(Saved entries)
★ ★ ★ ★

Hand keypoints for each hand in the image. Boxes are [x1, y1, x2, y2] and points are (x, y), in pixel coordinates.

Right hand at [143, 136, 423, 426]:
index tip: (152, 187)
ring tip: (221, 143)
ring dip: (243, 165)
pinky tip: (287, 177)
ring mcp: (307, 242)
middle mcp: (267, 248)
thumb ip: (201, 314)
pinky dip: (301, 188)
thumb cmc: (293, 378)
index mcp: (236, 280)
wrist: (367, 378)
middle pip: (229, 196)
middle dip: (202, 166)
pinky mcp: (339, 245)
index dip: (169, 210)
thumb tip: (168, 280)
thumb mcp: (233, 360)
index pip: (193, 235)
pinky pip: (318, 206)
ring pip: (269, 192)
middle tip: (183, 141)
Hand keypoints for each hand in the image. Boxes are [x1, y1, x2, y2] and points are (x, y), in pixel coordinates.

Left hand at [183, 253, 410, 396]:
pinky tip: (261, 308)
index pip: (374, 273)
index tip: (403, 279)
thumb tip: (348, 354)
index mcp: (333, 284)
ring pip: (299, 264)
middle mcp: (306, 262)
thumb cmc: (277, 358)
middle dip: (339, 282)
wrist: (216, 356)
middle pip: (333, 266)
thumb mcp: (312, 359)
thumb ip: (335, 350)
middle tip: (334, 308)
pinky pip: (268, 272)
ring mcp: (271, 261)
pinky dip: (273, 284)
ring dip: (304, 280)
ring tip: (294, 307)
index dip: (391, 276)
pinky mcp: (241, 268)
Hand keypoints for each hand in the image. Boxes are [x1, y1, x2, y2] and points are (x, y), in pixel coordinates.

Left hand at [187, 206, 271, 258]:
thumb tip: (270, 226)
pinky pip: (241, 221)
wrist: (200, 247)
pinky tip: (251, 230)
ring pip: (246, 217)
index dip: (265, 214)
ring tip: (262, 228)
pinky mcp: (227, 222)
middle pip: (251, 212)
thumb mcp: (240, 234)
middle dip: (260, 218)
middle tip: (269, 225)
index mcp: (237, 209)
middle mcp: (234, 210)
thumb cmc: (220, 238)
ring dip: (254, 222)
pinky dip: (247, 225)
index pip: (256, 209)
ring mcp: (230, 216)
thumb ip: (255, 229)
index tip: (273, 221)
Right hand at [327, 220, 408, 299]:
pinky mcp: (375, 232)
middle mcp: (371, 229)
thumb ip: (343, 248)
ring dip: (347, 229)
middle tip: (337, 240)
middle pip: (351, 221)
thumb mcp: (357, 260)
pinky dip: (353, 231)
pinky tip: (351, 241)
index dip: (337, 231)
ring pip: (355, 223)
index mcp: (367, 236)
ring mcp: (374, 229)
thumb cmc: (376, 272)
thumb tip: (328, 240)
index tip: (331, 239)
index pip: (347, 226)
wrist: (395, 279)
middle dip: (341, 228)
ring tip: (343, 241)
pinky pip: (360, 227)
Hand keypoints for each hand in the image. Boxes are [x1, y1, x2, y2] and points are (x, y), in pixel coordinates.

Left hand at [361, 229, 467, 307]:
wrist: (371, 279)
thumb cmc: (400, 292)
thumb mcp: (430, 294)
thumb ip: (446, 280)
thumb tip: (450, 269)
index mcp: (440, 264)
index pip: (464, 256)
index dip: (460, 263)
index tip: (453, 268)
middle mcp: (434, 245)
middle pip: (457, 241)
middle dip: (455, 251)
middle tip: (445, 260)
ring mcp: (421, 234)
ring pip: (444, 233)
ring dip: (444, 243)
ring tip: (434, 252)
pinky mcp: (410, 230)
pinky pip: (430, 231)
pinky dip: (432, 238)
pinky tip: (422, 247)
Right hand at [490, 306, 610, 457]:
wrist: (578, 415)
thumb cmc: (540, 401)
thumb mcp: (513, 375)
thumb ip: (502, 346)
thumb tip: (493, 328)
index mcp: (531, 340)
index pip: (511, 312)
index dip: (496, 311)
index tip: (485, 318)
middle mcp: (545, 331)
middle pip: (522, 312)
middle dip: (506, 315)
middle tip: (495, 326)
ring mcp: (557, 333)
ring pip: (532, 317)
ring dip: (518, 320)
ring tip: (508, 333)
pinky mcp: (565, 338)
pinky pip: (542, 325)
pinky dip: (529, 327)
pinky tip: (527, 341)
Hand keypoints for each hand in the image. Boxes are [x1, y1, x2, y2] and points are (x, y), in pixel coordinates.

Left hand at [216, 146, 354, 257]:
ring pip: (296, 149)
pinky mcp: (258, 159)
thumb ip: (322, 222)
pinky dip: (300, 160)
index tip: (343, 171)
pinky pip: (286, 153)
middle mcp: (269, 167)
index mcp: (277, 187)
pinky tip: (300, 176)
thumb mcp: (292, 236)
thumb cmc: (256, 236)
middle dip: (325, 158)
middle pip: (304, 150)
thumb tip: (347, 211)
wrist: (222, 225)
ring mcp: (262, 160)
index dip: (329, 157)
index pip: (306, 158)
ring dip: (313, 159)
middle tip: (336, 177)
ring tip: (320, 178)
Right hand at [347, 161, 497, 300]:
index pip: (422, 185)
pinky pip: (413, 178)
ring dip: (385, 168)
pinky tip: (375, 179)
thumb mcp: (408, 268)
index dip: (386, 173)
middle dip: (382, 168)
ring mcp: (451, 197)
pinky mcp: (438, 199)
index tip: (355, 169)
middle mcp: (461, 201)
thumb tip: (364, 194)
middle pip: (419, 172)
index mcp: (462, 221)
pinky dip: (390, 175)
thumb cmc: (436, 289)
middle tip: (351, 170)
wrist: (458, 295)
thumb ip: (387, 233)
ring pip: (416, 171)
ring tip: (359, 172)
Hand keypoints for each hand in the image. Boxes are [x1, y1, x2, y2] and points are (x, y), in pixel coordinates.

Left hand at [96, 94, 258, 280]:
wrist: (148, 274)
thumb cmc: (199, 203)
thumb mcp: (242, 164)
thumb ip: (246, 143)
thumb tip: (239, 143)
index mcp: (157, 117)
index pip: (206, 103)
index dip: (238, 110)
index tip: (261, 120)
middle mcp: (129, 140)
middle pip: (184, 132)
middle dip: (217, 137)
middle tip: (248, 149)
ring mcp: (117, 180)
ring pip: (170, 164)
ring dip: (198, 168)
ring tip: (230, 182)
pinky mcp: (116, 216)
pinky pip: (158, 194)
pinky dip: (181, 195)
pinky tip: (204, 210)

★ ★ ★ ★

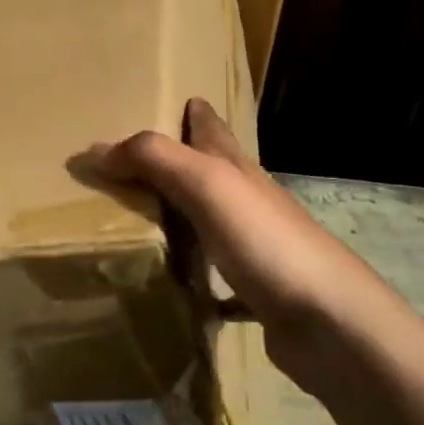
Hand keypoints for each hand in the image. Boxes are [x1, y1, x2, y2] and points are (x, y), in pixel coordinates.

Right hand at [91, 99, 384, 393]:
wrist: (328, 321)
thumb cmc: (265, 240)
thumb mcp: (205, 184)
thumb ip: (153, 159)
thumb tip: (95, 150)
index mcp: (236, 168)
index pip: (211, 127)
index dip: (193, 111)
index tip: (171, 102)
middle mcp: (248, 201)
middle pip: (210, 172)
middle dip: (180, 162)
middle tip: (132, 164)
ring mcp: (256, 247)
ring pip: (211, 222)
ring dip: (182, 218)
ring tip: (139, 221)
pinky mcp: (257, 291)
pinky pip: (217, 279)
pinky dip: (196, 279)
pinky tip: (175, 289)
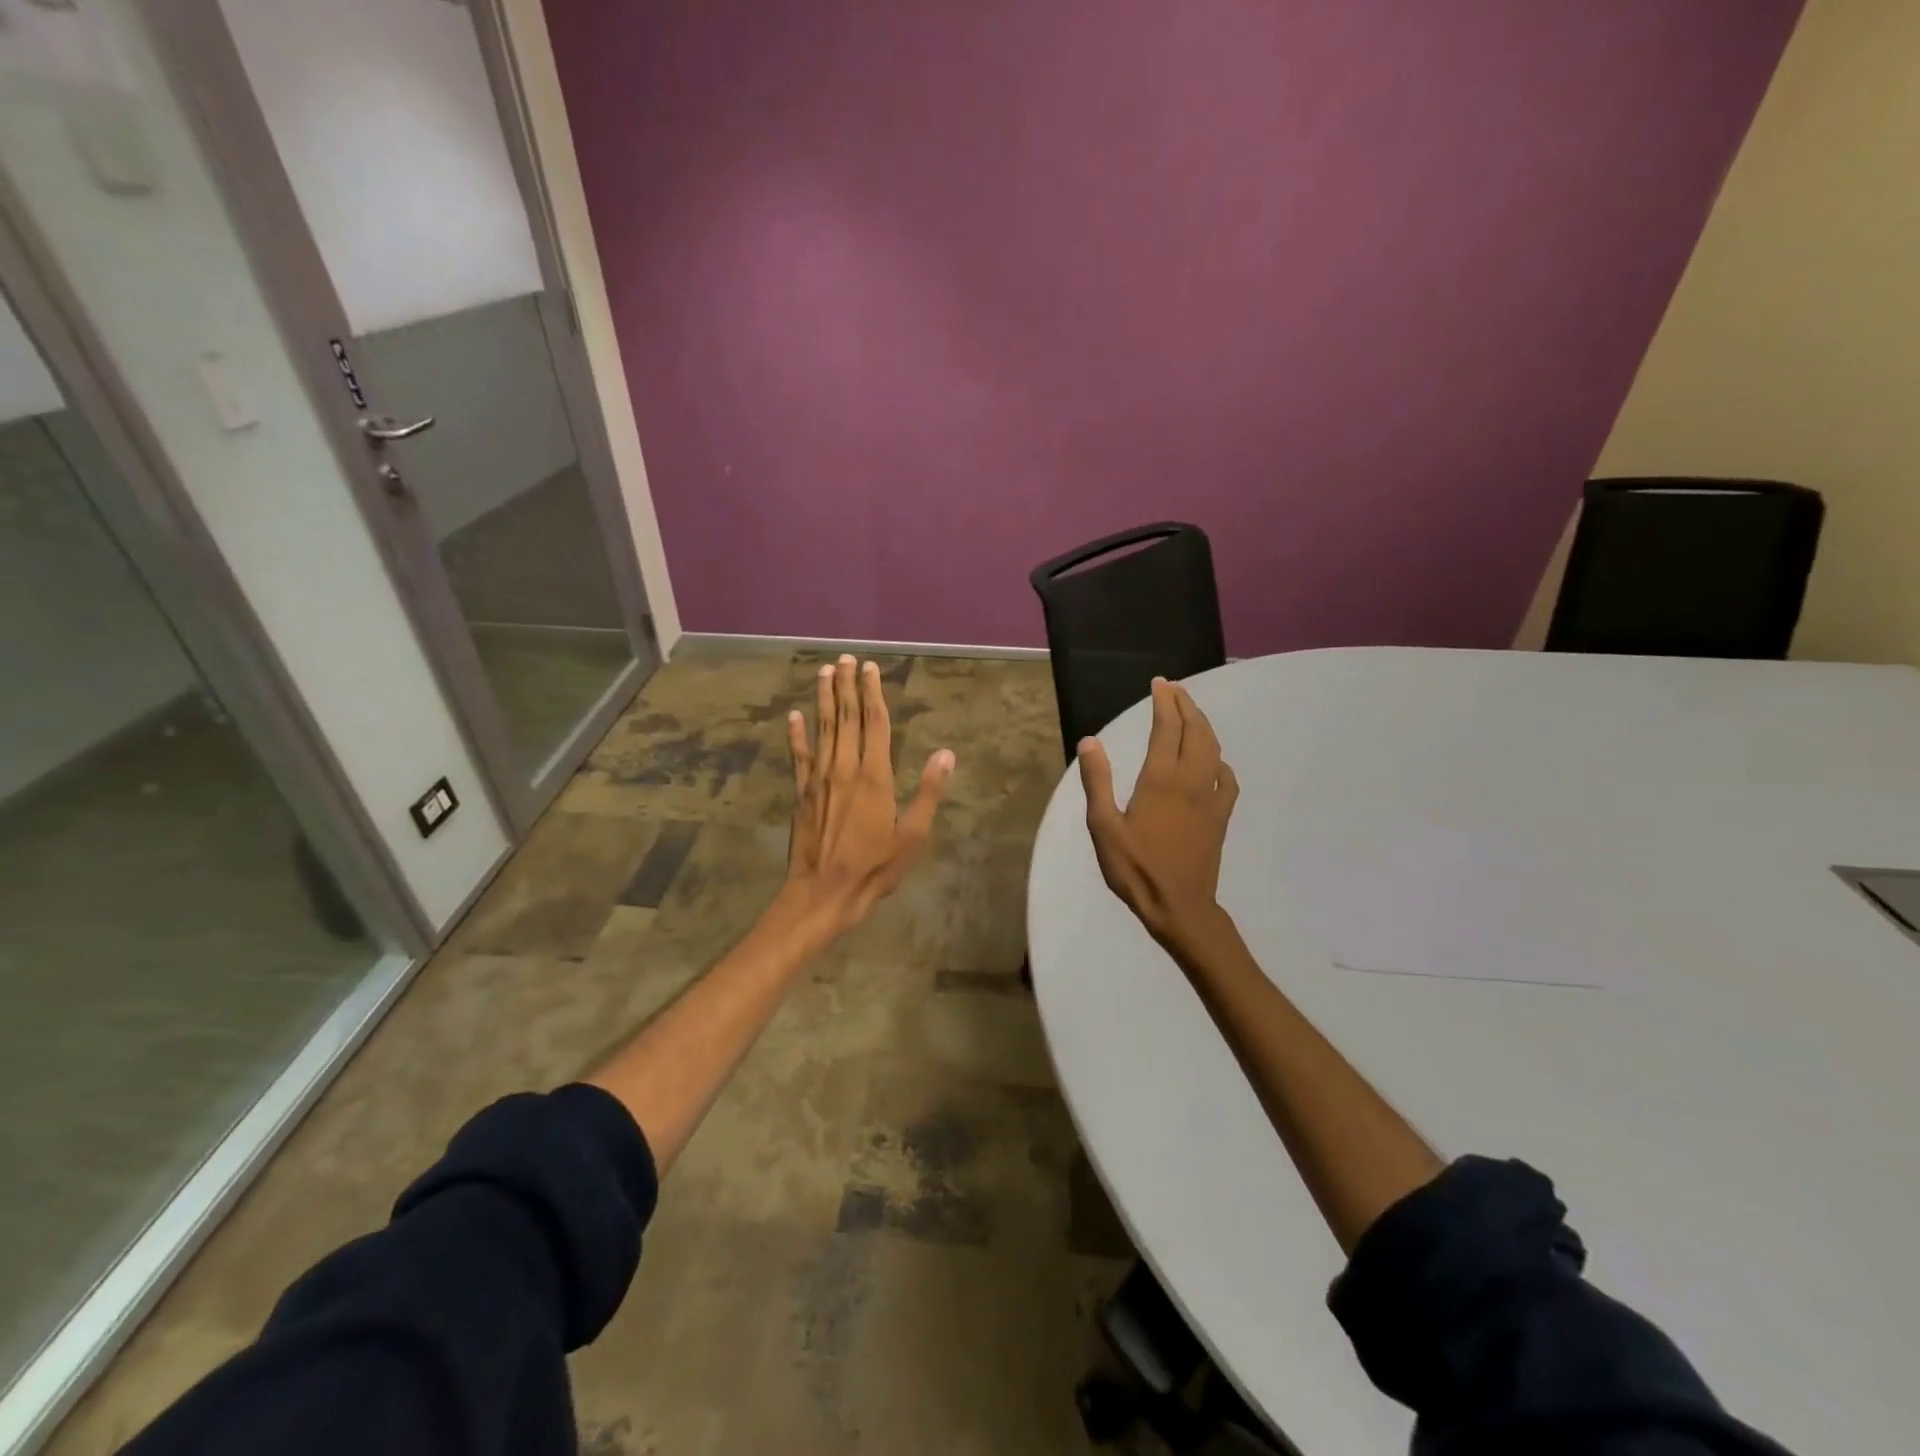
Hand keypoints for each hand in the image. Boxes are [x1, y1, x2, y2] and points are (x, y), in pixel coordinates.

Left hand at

★ ★ ★ ★

Please show the lines in the entries above that hold the string "Right".

REPLY:
Right hand at [143, 136, 423, 426]:
Right hand at [327, 220, 408, 299]:
Right hand at [490, 306, 610, 457]:
Right hand at [347, 161, 497, 300]:
Right hand at [91, 99, 384, 393]:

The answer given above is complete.